EXCERPTED DATA Block Start
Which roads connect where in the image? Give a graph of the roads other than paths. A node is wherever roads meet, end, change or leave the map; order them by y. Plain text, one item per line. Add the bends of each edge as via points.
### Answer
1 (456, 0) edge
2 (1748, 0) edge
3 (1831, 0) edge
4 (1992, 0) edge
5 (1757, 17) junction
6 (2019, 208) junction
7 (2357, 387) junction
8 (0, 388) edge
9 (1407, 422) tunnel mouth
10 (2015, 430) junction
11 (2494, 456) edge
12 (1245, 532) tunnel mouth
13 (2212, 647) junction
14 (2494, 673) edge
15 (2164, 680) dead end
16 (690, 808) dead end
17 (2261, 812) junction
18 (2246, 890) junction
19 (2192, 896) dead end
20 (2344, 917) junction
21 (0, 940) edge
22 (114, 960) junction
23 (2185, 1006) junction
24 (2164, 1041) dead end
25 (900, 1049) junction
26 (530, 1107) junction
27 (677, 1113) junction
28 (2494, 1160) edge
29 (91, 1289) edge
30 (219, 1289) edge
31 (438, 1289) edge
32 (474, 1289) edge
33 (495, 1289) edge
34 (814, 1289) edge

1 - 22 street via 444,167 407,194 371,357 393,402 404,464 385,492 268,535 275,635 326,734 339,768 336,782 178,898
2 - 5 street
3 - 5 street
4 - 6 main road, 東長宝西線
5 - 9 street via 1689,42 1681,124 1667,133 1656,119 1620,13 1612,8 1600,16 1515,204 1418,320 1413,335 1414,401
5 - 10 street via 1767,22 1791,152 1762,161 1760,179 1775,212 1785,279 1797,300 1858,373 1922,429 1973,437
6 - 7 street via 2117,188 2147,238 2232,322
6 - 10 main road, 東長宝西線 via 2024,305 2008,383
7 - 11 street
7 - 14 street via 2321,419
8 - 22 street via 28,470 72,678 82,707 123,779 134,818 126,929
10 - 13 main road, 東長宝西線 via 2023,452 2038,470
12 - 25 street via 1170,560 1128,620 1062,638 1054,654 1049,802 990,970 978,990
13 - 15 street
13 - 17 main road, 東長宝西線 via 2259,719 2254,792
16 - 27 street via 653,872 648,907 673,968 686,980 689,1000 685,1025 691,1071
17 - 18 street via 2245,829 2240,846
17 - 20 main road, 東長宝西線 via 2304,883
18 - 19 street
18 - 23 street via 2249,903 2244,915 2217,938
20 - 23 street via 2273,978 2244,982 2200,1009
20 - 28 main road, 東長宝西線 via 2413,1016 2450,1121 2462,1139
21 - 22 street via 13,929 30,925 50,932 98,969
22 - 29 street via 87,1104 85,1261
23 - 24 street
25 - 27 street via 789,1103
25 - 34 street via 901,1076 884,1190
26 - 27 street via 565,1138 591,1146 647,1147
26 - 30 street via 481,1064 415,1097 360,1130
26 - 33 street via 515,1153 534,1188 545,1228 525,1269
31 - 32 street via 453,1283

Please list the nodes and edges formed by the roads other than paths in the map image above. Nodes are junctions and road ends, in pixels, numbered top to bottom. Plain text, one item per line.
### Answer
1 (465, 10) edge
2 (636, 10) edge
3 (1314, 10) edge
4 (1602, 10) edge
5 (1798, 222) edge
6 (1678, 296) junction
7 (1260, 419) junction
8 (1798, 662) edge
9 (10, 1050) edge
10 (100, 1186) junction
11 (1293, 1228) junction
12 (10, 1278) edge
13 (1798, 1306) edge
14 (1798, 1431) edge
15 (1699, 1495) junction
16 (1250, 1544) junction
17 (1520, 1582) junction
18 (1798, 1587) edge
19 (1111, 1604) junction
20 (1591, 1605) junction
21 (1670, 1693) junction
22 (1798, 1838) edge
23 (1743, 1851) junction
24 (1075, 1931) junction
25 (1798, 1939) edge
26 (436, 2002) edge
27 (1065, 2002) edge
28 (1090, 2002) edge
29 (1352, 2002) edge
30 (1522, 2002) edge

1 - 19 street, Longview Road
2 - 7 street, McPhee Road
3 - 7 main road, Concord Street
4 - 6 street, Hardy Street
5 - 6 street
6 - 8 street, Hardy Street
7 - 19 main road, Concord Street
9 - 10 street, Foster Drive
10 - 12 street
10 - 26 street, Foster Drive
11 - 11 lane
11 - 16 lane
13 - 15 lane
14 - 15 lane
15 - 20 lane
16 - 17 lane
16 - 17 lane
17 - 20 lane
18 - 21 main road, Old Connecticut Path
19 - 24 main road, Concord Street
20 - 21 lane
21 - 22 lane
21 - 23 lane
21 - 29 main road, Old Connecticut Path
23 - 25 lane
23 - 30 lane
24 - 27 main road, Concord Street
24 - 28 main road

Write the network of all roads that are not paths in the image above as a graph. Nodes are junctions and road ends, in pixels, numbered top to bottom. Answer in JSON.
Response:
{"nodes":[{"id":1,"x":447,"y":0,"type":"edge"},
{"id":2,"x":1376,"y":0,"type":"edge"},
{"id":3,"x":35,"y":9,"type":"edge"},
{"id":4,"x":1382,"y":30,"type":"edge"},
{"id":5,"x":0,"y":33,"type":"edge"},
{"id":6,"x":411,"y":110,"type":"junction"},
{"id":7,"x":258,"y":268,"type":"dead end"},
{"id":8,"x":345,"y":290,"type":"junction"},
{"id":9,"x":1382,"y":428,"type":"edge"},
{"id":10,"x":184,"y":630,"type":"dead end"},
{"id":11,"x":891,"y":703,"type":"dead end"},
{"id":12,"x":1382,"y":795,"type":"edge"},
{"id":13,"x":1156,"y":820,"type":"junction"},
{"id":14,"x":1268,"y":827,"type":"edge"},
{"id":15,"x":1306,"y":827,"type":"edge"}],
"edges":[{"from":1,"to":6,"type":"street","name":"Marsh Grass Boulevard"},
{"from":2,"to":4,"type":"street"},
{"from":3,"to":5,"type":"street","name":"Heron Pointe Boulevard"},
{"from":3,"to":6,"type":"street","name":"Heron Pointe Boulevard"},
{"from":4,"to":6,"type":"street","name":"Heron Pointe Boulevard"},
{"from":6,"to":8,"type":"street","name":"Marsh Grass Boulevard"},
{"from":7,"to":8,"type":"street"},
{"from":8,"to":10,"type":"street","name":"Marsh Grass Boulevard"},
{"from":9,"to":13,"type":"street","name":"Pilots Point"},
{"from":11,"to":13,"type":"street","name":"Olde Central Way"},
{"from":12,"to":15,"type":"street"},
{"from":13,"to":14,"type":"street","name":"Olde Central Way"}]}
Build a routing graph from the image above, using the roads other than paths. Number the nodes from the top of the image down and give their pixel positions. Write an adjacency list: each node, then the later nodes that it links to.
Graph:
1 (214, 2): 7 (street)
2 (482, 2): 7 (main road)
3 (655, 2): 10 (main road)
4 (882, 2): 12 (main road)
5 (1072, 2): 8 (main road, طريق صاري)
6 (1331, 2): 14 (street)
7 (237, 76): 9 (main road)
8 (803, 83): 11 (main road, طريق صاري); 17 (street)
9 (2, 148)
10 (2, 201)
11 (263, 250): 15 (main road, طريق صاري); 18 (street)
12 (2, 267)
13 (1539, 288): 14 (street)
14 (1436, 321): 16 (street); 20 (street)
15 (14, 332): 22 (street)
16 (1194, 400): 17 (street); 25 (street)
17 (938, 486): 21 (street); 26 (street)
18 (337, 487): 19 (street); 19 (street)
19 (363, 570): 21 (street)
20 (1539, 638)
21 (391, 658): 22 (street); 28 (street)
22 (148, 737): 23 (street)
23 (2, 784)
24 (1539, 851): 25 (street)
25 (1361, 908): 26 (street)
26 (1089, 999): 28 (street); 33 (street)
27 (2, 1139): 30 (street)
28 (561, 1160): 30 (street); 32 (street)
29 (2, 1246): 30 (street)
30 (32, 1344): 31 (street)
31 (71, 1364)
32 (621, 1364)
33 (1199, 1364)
EXCERPTED DATA Block End
EXERCISE PROMPT = Among the entries, work out how many lines include the word "each". Answer with that number only.

SOLUTION TO THIS PROBLEM = 2